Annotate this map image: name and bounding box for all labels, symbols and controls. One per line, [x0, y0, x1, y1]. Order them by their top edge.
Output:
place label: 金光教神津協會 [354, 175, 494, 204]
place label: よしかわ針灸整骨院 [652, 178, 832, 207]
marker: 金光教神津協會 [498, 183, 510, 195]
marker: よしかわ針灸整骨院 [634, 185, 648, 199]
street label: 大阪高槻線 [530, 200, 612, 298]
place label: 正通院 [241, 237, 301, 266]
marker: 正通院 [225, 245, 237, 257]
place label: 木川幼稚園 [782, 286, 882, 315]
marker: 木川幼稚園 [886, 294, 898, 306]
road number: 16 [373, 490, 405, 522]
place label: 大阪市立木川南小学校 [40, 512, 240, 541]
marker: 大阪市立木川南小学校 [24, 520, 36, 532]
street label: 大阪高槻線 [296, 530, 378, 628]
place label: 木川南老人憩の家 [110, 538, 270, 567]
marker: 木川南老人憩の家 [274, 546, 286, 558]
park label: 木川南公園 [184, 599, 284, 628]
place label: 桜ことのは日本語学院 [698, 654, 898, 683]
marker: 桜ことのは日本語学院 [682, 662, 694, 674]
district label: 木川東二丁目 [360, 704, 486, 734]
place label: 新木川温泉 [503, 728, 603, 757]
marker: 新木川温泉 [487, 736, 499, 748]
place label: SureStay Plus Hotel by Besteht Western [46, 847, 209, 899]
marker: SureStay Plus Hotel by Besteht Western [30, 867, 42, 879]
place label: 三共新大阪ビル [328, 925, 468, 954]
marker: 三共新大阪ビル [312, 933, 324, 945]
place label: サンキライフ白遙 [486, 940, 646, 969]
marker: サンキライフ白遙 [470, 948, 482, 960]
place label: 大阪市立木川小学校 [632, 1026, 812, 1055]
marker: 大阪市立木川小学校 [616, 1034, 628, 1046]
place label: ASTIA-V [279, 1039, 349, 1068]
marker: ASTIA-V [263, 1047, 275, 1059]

● ● ●

#### TASK PROMPT:
Please copy out the data above exactly.

#### EXERCISE SOLUTION:
Annotate this map image: name and bounding box for all labels, symbols and controls. One per line, [x0, y0, x1, y1]. Order them by their top edge.
Output:
place label: 金光教神津協會 [354, 175, 494, 204]
place label: よしかわ針灸整骨院 [652, 178, 832, 207]
marker: 金光教神津協會 [498, 183, 510, 195]
marker: よしかわ針灸整骨院 [634, 185, 648, 199]
street label: 大阪高槻線 [530, 200, 612, 298]
place label: 正通院 [241, 237, 301, 266]
marker: 正通院 [225, 245, 237, 257]
place label: 木川幼稚園 [782, 286, 882, 315]
marker: 木川幼稚園 [886, 294, 898, 306]
road number: 16 [373, 490, 405, 522]
place label: 大阪市立木川南小学校 [40, 512, 240, 541]
marker: 大阪市立木川南小学校 [24, 520, 36, 532]
street label: 大阪高槻線 [296, 530, 378, 628]
place label: 木川南老人憩の家 [110, 538, 270, 567]
marker: 木川南老人憩の家 [274, 546, 286, 558]
park label: 木川南公園 [184, 599, 284, 628]
place label: 桜ことのは日本語学院 [698, 654, 898, 683]
marker: 桜ことのは日本語学院 [682, 662, 694, 674]
district label: 木川東二丁目 [360, 704, 486, 734]
place label: 新木川温泉 [503, 728, 603, 757]
marker: 新木川温泉 [487, 736, 499, 748]
place label: SureStay Plus Hotel by Besteht Western [46, 847, 209, 899]
marker: SureStay Plus Hotel by Besteht Western [30, 867, 42, 879]
place label: 三共新大阪ビル [328, 925, 468, 954]
marker: 三共新大阪ビル [312, 933, 324, 945]
place label: サンキライフ白遙 [486, 940, 646, 969]
marker: サンキライフ白遙 [470, 948, 482, 960]
place label: 大阪市立木川小学校 [632, 1026, 812, 1055]
marker: 大阪市立木川小学校 [616, 1034, 628, 1046]
place label: ASTIA-V [279, 1039, 349, 1068]
marker: ASTIA-V [263, 1047, 275, 1059]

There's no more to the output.